▸ PROBLEM DETAILS
Count up the lines holding "roads" in the material, then reply with only the number.

▸ PROVIDED ENTRIES

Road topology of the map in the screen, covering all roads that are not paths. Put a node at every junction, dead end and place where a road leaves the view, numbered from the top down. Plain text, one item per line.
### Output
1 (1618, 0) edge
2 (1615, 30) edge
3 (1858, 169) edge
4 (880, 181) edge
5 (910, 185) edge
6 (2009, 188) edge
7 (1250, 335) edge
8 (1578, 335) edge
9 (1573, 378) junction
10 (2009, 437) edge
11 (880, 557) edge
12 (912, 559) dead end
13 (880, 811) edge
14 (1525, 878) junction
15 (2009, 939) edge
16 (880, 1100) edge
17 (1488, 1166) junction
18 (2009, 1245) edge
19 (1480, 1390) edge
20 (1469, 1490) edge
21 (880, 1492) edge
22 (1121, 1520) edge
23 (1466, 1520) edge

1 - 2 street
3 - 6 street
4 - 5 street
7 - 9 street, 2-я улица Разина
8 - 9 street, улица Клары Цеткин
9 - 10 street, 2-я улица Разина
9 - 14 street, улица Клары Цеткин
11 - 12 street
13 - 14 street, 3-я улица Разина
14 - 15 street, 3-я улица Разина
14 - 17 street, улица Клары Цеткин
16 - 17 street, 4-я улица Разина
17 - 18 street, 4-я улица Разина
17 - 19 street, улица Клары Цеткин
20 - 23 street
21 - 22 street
...
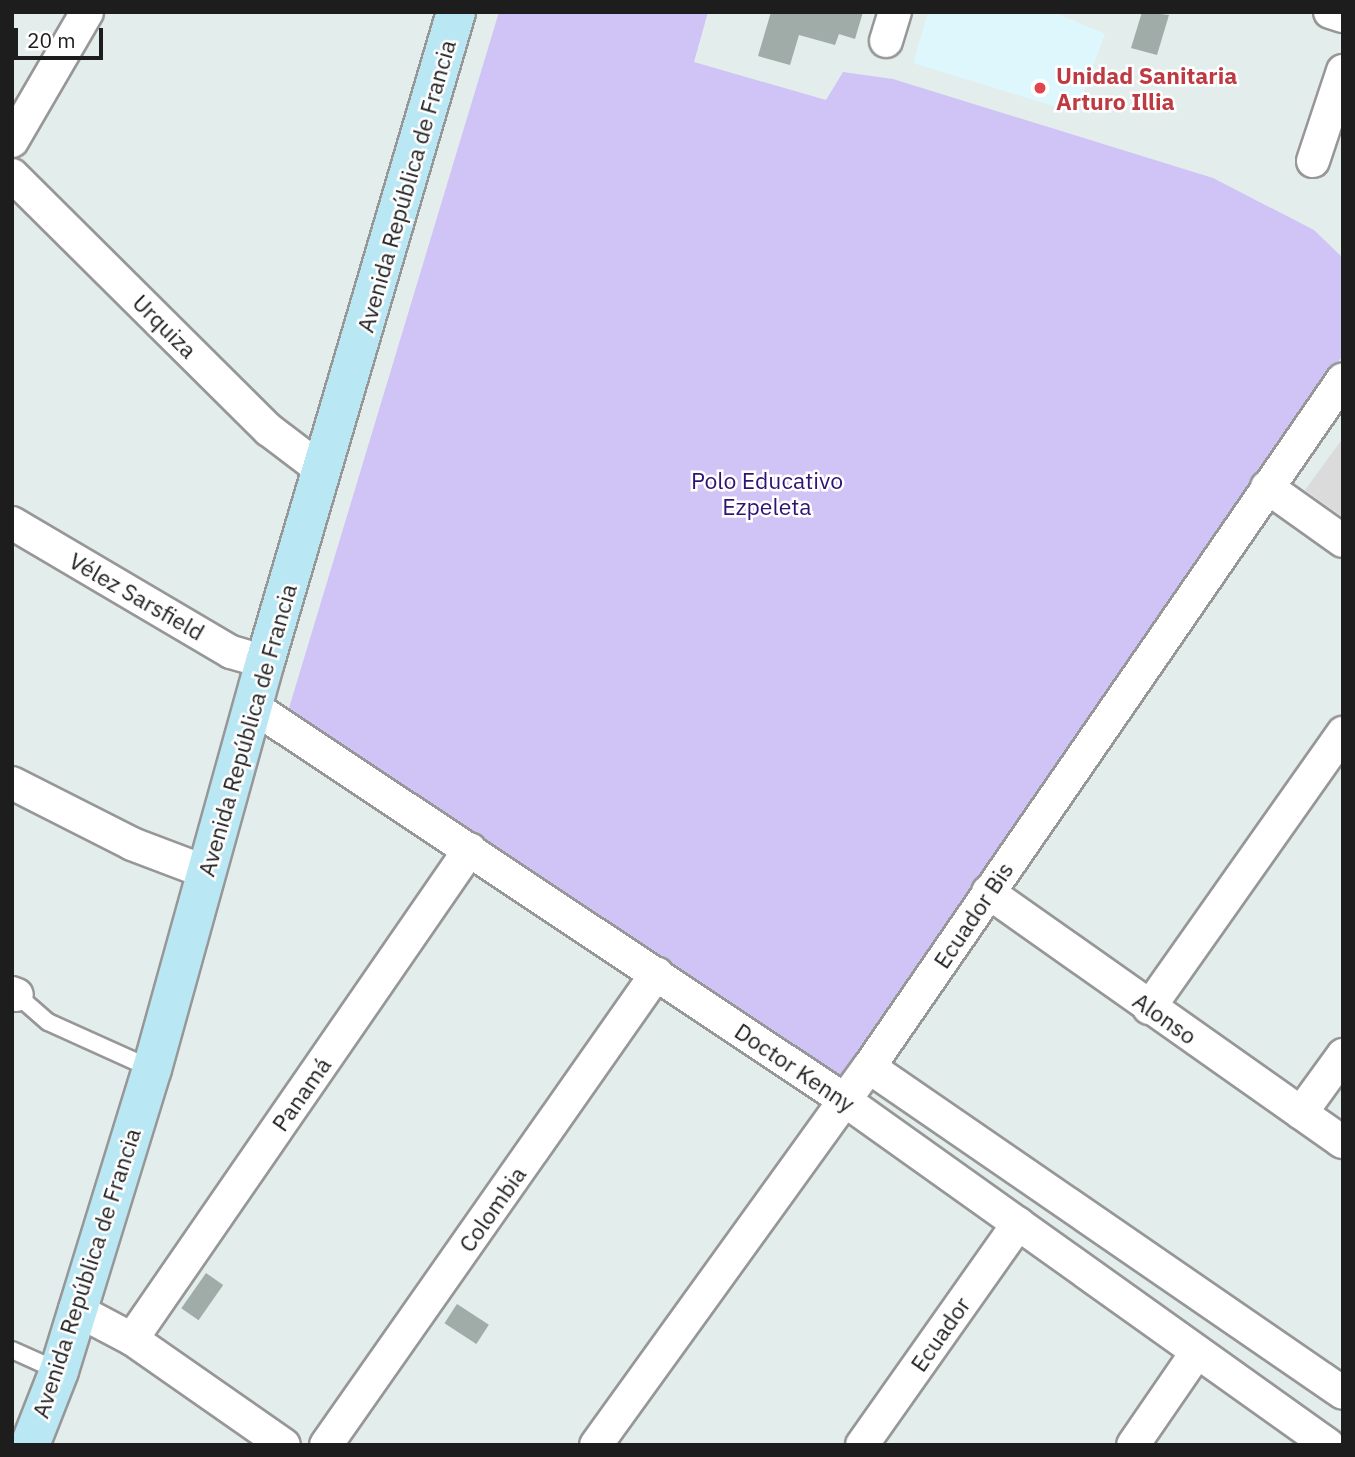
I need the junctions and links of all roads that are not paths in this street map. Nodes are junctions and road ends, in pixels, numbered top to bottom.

▸ ANSWER AREA
2